Written By Nick Hodge

Posted October 18, 2011

Ever have one of those moments when you turn on the car and the radio is playing your favorite song?

I had one the other day, only it wasn’t a song that was playing. It was noontime talk radio, and an energy investment expert was being interviewed and taking listener questions.

This guy’s view of the energy industry was nearly identical to mine.

See if some of what he had to say sounds familiar:

We are living in a carbon era. There’s lots of hydrocarbon molecules out there. We’re going to be in a hydrocarbon era for a long time. But yes, there is a growing green sector. The bad news is that it is a very, very small, miniscule energy sector in the totality of… the whole world’s energy budget.

The good news is that green is going to grow. And so if you get into the right kinds of energy plays, in the right kind of green companies, you could leverage your funds and you could grow things a lot more.

I was encouraged, to say the least. This is the message we’ve been shouting for almost a decade.

And it’s finally making it to daytime talk radio.

I called for triple-digit oil, said there was no “silver bullet” solution to our energy problems, and championed cleantech’s ascension all in the same article — in 2007.

It was the fourth article I’d written for this column.

And though I’ve written hundreds since, the message remains the same: We are at the beginning of a massive transition in the way we think about, use, and produce energy.

It’s ongoing and it’s slow-moving. But it’s happening.

And the rest of the world, as the expert mentioned above, is starting to catch on.

When you’re that early to the show, you have to wait a while for the main act. But that’s just fine for in-the-know investors. All the various energy acts to come will generate above-average returns.

The mantra remains the same as it was in January of this year, when I reminded you the days of cheap oil were behind us and told you the scramble was on to find replacements, urging you to:

Buy it if it burns (or otherwise produces a net energy gain or increases efficiency)…

Because the solution to Peak Oil, as many countries are proving, isn’t more hard-to-get oil — though that will continue to be profitable for some time…

Instead, there will be multiple solutions to fill the gap left by disappearing oil production — and to fill the pockets of wise investors.

Indeed, we’re seeing that play out each and every day. In the last two weeks alone we’ve seen:

  • Chinese oil company Sinopec (NYSE: SHI) buy Canadian oil and natural gas producer Daylight Energy (TSE: DAY) for $2.1 billion. The purchase doubled shares of Daylight and gave the Chinese access to Alberta.

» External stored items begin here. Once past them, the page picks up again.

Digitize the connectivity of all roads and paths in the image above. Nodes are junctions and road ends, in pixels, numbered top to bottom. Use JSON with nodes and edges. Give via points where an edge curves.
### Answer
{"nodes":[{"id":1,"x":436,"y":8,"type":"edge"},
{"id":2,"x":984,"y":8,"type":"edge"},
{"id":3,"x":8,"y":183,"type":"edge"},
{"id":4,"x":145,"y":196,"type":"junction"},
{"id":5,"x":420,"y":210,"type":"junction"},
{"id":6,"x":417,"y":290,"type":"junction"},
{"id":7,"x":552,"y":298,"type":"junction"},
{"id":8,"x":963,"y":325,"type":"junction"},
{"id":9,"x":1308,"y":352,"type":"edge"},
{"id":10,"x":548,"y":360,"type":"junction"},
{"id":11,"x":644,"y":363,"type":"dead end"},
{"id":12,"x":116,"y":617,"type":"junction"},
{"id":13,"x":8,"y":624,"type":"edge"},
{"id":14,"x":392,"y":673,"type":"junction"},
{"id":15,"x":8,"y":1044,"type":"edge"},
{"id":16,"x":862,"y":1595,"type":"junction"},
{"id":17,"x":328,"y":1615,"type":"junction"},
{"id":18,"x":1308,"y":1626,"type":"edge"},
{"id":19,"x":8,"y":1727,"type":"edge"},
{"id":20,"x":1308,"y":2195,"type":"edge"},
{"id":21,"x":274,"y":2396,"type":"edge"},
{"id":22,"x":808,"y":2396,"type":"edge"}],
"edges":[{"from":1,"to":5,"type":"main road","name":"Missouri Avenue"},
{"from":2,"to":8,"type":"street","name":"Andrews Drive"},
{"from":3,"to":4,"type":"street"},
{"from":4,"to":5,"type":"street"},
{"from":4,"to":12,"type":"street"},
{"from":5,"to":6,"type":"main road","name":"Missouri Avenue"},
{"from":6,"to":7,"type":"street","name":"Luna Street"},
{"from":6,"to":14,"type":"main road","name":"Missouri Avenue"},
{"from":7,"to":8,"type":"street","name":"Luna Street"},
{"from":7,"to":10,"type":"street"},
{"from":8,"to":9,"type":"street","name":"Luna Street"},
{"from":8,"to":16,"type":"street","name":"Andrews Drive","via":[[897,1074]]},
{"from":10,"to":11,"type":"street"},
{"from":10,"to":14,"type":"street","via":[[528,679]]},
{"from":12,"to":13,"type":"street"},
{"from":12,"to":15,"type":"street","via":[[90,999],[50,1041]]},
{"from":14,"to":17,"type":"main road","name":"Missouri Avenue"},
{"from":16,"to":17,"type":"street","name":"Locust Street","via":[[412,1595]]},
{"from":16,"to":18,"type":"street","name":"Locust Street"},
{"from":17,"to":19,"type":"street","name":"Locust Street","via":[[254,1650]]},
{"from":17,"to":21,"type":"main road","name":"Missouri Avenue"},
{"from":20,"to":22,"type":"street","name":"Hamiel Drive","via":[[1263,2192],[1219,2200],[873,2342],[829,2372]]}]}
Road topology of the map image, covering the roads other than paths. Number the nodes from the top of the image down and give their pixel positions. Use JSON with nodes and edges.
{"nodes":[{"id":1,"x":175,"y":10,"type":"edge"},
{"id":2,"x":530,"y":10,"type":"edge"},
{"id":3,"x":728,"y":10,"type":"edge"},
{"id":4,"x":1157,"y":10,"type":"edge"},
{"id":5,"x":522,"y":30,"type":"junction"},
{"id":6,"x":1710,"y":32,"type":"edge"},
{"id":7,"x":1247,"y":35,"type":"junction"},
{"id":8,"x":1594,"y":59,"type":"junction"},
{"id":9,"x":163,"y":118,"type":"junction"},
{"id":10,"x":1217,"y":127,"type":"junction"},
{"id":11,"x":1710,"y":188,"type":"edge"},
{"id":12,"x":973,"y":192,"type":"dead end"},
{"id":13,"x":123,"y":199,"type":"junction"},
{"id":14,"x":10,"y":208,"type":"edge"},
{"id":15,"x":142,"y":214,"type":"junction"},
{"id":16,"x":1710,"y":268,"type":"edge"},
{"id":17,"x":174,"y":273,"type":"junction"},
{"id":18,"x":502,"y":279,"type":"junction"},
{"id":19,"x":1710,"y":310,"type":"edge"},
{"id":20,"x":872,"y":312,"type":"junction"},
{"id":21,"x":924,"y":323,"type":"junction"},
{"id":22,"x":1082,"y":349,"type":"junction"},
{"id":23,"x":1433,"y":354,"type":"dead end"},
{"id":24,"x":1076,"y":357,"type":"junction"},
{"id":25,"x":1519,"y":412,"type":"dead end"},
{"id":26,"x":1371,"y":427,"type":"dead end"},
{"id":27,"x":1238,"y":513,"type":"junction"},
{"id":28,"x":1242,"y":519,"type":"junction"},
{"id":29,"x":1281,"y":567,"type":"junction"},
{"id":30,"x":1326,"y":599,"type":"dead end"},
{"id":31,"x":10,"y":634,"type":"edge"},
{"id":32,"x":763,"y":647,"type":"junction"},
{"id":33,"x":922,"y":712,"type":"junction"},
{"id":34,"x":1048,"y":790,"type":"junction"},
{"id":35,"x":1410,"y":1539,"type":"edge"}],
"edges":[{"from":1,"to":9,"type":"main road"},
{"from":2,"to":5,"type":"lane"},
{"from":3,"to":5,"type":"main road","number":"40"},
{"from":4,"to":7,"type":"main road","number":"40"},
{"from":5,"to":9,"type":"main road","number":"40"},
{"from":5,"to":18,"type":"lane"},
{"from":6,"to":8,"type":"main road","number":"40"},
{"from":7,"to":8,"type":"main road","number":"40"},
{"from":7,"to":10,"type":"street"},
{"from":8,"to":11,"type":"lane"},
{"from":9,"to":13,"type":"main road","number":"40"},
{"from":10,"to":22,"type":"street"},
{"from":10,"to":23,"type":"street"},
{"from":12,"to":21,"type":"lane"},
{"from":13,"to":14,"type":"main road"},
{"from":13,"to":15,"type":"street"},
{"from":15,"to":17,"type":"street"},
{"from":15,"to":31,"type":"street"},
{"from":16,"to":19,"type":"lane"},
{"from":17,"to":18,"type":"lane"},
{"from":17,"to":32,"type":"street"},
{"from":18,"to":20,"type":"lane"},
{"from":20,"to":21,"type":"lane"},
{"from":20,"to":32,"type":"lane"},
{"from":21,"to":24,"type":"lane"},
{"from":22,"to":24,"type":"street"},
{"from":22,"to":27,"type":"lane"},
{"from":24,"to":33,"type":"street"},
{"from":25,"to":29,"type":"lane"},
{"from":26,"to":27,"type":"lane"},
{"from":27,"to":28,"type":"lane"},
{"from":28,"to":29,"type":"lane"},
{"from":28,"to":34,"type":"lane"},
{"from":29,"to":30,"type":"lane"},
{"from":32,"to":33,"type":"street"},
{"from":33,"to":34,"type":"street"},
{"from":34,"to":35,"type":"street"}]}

  • Dow Chemical (NYSE: DOW) unveiled its solar roof shingles, saying they’ll generate $1 billion in revenue by 2015.

  • Statoil (NYSE: STO) paid $4.4 billion to acquire Brigham Exploration (NASDAQ: BEXP). The deal gave Statoil access to the coveted Williston Basin and sent Brigham (a Keith Kohl pick) up 20%.

  • BP (NYSE: BP) announced it will invest $800 million to build the largest wind farm in Kansas.

  • Superior Energy Services (NYSE: SPN) bought Complete Production Services (NYSE: CPX) for $2.7 billion, giving it access to the Marcellus, Bakken, and Fayetteville shale formations.

  • GE (NYSE: GE) said it would build the largest solar factory in the United States. Larger than 11 football fields, the Colorado facility will make cadmium telluride thin-film solar cells, similar to those made by First Solar (NYSE: FSLR).

Buy it if it burns. The world’s largest companies are.

I have a history of being early and right, and my words from one month ago still stand:

As we approach the peak (we’re approaching it, folks, let’s move past that nonsensical debate; the CEO of Total (NYSE: TOT), the sixth-largest oil company in the world, said this year we’ll reach the peak of oil production in five years), you’ll want to own the companies that stand to profit by recovering oil that will then be worth well over $150 per barrel.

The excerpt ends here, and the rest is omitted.